Task goal
Leave the images out, and otherwise write out each entry exactly.

Information provided
------------------------------------------------
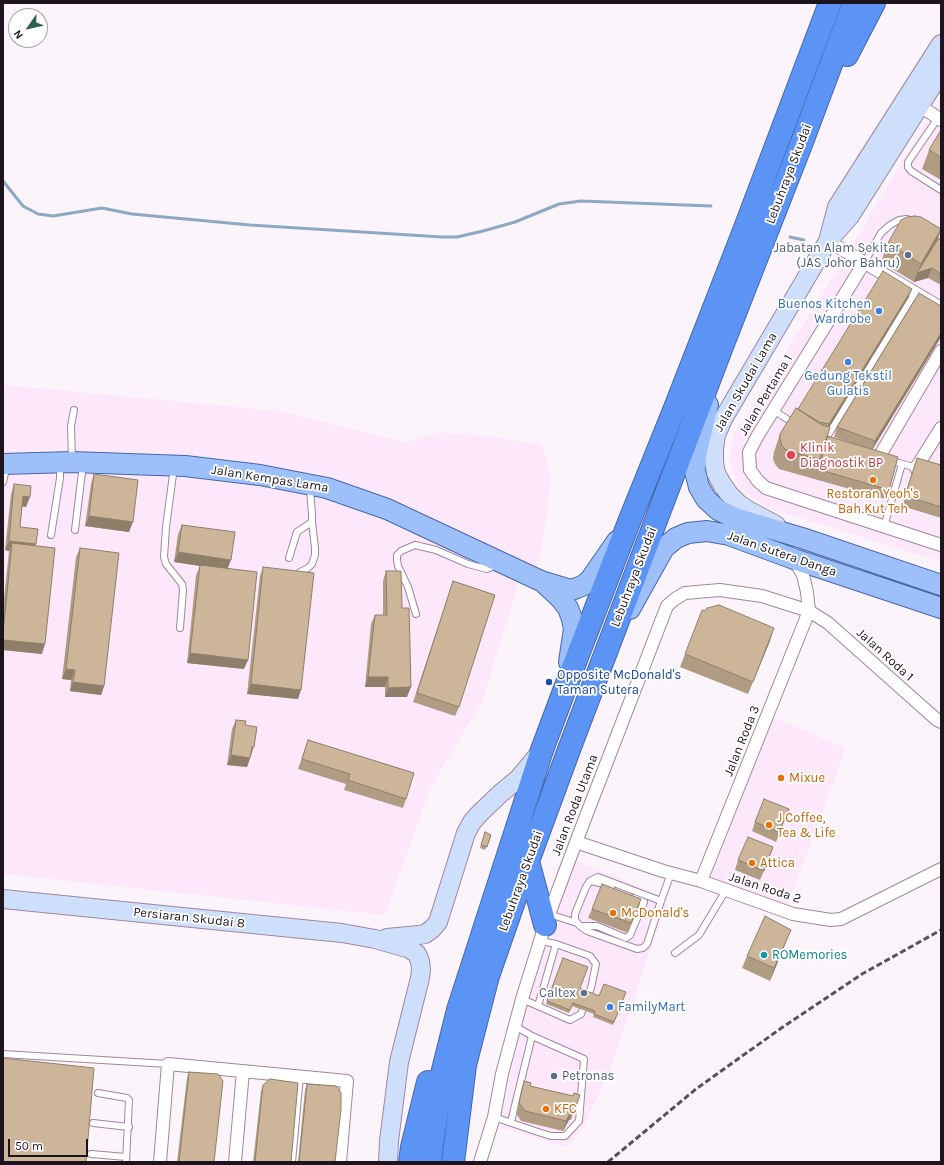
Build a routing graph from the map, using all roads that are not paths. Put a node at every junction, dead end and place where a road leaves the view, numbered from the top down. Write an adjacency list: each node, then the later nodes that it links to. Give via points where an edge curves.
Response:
1 (830, 3): 30 (highway, Lebuhraya Skudai)
2 (854, 3): 8 (highway, Lebuhraya Skudai)
3 (874, 3): 8 (highway)
4 (941, 44): 6 (street, Jalan Skudai Lama)
5 (941, 72): 6 (street, Jalan Skudai Lama)
6 (914, 102): 7 (street); 11 (street, Jalan Skudai Lama, via 850,216)
7 (939, 119): 9 (lane, via 908,162 908,167)
8 (802, 142): 15 (highway, Lebuhraya Skudai)
9 (941, 190)
10 (914, 219): 12 (lane, via 899,220 890,225 881,233)
11 (828, 241): 12 (street); 34 (street, Jalan Skudai Lama, via 723,419 716,435 714,449 716,473 729,494 748,510)
12 (864, 262): 13 (street); 18 (street, Jalan Pertama 1)
13 (915, 293): 14 (street); 21 (lane, via 822,439)
14 (941, 308)
15 (721, 349): 34 (main road, Jalan Sutera Danga, via 696,455 695,471 699,487 706,499 718,510 735,518); 48 (highway, Lebuhraya Skudai)
16 (941, 351): 22 (street)
17 (74, 410): 23 (lane, via 71,426)
18 (773, 410): 19 (lane); 31 (street, Jalan Pertama 1, via 749,452 750,470 758,481 766,488)
19 (797, 426)
20 (941, 428): 26 (street)
21 (832, 442)
22 (875, 456): 24 (lane)
23 (72, 462): 25 (main road, Jalan Kempas Lama); 27 (main road, Jalan Kempas Lama); 32 (lane); 33 (lane, via 60,478)
24 (902, 464): 26 (lane); 31 (lane)
25 (174, 466): 28 (main road, Jalan Kempas Lama, via 260,475); 47 (lane, via 164,557 184,590)
26 (919, 469)
27 (4, 470)
28 (309, 485): 29 (lane); 38 (main road, Jalan Kempas Lama, via 327,488 387,509)
29 (312, 522): 36 (lane, via 297,532); 39 (lane, via 315,555 312,564)
30 (629, 522): 40 (main road, Jalan Kempas Lama, via 584,585 571,590); 49 (highway, Lebuhraya Skudai)
31 (884, 526): 35 (street, Jalan Pertama 1)
32 (75, 530)
33 (51, 535)
34 (802, 538): 41 (main road, Jalan Sutera Danga)
35 (941, 545)
36 (289, 558)
37 (794, 559): 42 (main road, Jalan Sutera Danga); 44 (street, via 807,592); 48 (main road, Jalan Sutera Danga, via 729,535 707,531 688,533 676,538 664,548)
38 (500, 562): 40 (main road, Jalan Kempas Lama); 45 (lane, via 487,569 415,545 401,551 397,554 398,566)
39 (300, 572)
40 (541, 581): 49 (main road, Jalan Kempas Lama, via 568,608 574,629)
41 (941, 585)
42 (910, 597): 43 (main road, Jalan Sutera Danga); 46 (main road)
43 (941, 608)
44 (809, 611): 50 (street, Jalan Roda 1, via 828,623); 52 (street, Jalan Roda Utama, via 762,596 720,590 686,593 675,598 667,606); 57 (street, Jalan Roda 3)
45 (416, 614)
46 (941, 617)
47 (180, 628)
48 (608, 647): 53 (highway, Lebuhraya Skudai)
49 (564, 691): 51 (highway, Lebuhraya Skudai)
50 (941, 722)
51 (542, 750): 63 (street, via 518,779 472,822 466,833 438,922 432,929 425,934); 68 (highway, Lebuhraya Skudai)
52 (576, 842): 55 (street, Jalan Roda 2); 62 (street, Jalan Roda Utama)
53 (528, 861): 62 (highway); 89 (highway, Lebuhraya Skudai, via 488,976 465,1065)
54 (941, 870): 58 (street, Jalan Roda 2, via 841,920 793,914)
55 (671, 873): 57 (street, Jalan Roda 2); 60 (lane)
56 (590, 881): 60 (lane, via 598,877); 61 (lane, via 575,914); 61 (lane, via 644,902 626,938 597,926)
57 (702, 882): 58 (street, Jalan Roda 2)
58 (726, 890): 65 (lane, via 699,935)
59 (3, 899): 63 (street, Persiaran Skudai 8, via 342,933)
60 (661, 902): 61 (lane, via 647,944 637,950 587,931)
61 (578, 924): 62 (lane)
62 (545, 927): 64 (lane); 66 (street, Jalan Roda Utama)
63 (374, 939): 86 (street, via 410,949 417,954 420,961 420,978 399,1062)
64 (556, 944): 67 (lane); 67 (lane, via 590,956 596,964 592,988 581,1014 570,1020)
65 (675, 953)
66 (522, 999): 67 (lane); 69 (street, Jalan Roda Utama)
67 (538, 1006)
68 (458, 1010): 87 (highway, via 432,1068); 88 (highway, Lebuhraya Skudai, via 443,1070)
69 (515, 1026): 70 (lane); 76 (street, Jalan Roda Utama)
70 (532, 1036): 77 (lane); 77 (lane, via 584,1059 579,1121 565,1136 552,1136)
71 (3, 1054): 72 (lane)
72 (168, 1064): 73 (street); 82 (street)
73 (243, 1071): 74 (street); 83 (street)
74 (300, 1076): 84 (lane); 85 (street, via 347,1081)
75 (98, 1094): 79 (lane, via 130,1100)
76 (494, 1117): 77 (lane); 90 (street, Jalan Roda Utama)
77 (511, 1122)
78 (92, 1123): 79 (lane)
79 (129, 1127): 81 (lane)
80 (91, 1154): 81 (lane)
81 (126, 1159)
82 (160, 1162)
83 (235, 1162)
84 (292, 1162)
85 (340, 1162)
86 (388, 1162)
87 (410, 1162)
88 (430, 1162)
89 (453, 1162)
90 (480, 1162)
------------------------------------------------
Expected answer
Build a routing graph from the map, using all roads that are not paths. Put a node at every junction, dead end and place where a road leaves the view, numbered from the top down. Write an adjacency list: each node, then the later nodes that it links to. Give via points where an edge curves.
Response:
1 (830, 3): 30 (highway, Lebuhraya Skudai)
2 (854, 3): 8 (highway, Lebuhraya Skudai)
3 (874, 3): 8 (highway)
4 (941, 44): 6 (street, Jalan Skudai Lama)
5 (941, 72): 6 (street, Jalan Skudai Lama)
6 (914, 102): 7 (street); 11 (street, Jalan Skudai Lama, via 850,216)
7 (939, 119): 9 (lane, via 908,162 908,167)
8 (802, 142): 15 (highway, Lebuhraya Skudai)
9 (941, 190)
10 (914, 219): 12 (lane, via 899,220 890,225 881,233)
11 (828, 241): 12 (street); 34 (street, Jalan Skudai Lama, via 723,419 716,435 714,449 716,473 729,494 748,510)
12 (864, 262): 13 (street); 18 (street, Jalan Pertama 1)
13 (915, 293): 14 (street); 21 (lane, via 822,439)
14 (941, 308)
15 (721, 349): 34 (main road, Jalan Sutera Danga, via 696,455 695,471 699,487 706,499 718,510 735,518); 48 (highway, Lebuhraya Skudai)
16 (941, 351): 22 (street)
17 (74, 410): 23 (lane, via 71,426)
18 (773, 410): 19 (lane); 31 (street, Jalan Pertama 1, via 749,452 750,470 758,481 766,488)
19 (797, 426)
20 (941, 428): 26 (street)
21 (832, 442)
22 (875, 456): 24 (lane)
23 (72, 462): 25 (main road, Jalan Kempas Lama); 27 (main road, Jalan Kempas Lama); 32 (lane); 33 (lane, via 60,478)
24 (902, 464): 26 (lane); 31 (lane)
25 (174, 466): 28 (main road, Jalan Kempas Lama, via 260,475); 47 (lane, via 164,557 184,590)
26 (919, 469)
27 (4, 470)
28 (309, 485): 29 (lane); 38 (main road, Jalan Kempas Lama, via 327,488 387,509)
29 (312, 522): 36 (lane, via 297,532); 39 (lane, via 315,555 312,564)
30 (629, 522): 40 (main road, Jalan Kempas Lama, via 584,585 571,590); 49 (highway, Lebuhraya Skudai)
31 (884, 526): 35 (street, Jalan Pertama 1)
32 (75, 530)
33 (51, 535)
34 (802, 538): 41 (main road, Jalan Sutera Danga)
35 (941, 545)
36 (289, 558)
37 (794, 559): 42 (main road, Jalan Sutera Danga); 44 (street, via 807,592); 48 (main road, Jalan Sutera Danga, via 729,535 707,531 688,533 676,538 664,548)
38 (500, 562): 40 (main road, Jalan Kempas Lama); 45 (lane, via 487,569 415,545 401,551 397,554 398,566)
39 (300, 572)
40 (541, 581): 49 (main road, Jalan Kempas Lama, via 568,608 574,629)
41 (941, 585)
42 (910, 597): 43 (main road, Jalan Sutera Danga); 46 (main road)
43 (941, 608)
44 (809, 611): 50 (street, Jalan Roda 1, via 828,623); 52 (street, Jalan Roda Utama, via 762,596 720,590 686,593 675,598 667,606); 57 (street, Jalan Roda 3)
45 (416, 614)
46 (941, 617)
47 (180, 628)
48 (608, 647): 53 (highway, Lebuhraya Skudai)
49 (564, 691): 51 (highway, Lebuhraya Skudai)
50 (941, 722)
51 (542, 750): 63 (street, via 518,779 472,822 466,833 438,922 432,929 425,934); 68 (highway, Lebuhraya Skudai)
52 (576, 842): 55 (street, Jalan Roda 2); 62 (street, Jalan Roda Utama)
53 (528, 861): 62 (highway); 89 (highway, Lebuhraya Skudai, via 488,976 465,1065)
54 (941, 870): 58 (street, Jalan Roda 2, via 841,920 793,914)
55 (671, 873): 57 (street, Jalan Roda 2); 60 (lane)
56 (590, 881): 60 (lane, via 598,877); 61 (lane, via 575,914); 61 (lane, via 644,902 626,938 597,926)
57 (702, 882): 58 (street, Jalan Roda 2)
58 (726, 890): 65 (lane, via 699,935)
59 (3, 899): 63 (street, Persiaran Skudai 8, via 342,933)
60 (661, 902): 61 (lane, via 647,944 637,950 587,931)
61 (578, 924): 62 (lane)
62 (545, 927): 64 (lane); 66 (street, Jalan Roda Utama)
63 (374, 939): 86 (street, via 410,949 417,954 420,961 420,978 399,1062)
64 (556, 944): 67 (lane); 67 (lane, via 590,956 596,964 592,988 581,1014 570,1020)
65 (675, 953)
66 (522, 999): 67 (lane); 69 (street, Jalan Roda Utama)
67 (538, 1006)
68 (458, 1010): 87 (highway, via 432,1068); 88 (highway, Lebuhraya Skudai, via 443,1070)
69 (515, 1026): 70 (lane); 76 (street, Jalan Roda Utama)
70 (532, 1036): 77 (lane); 77 (lane, via 584,1059 579,1121 565,1136 552,1136)
71 (3, 1054): 72 (lane)
72 (168, 1064): 73 (street); 82 (street)
73 (243, 1071): 74 (street); 83 (street)
74 (300, 1076): 84 (lane); 85 (street, via 347,1081)
75 (98, 1094): 79 (lane, via 130,1100)
76 (494, 1117): 77 (lane); 90 (street, Jalan Roda Utama)
77 (511, 1122)
78 (92, 1123): 79 (lane)
79 (129, 1127): 81 (lane)
80 (91, 1154): 81 (lane)
81 (126, 1159)
82 (160, 1162)
83 (235, 1162)
84 (292, 1162)
85 (340, 1162)
86 (388, 1162)
87 (410, 1162)
88 (430, 1162)
89 (453, 1162)
90 (480, 1162)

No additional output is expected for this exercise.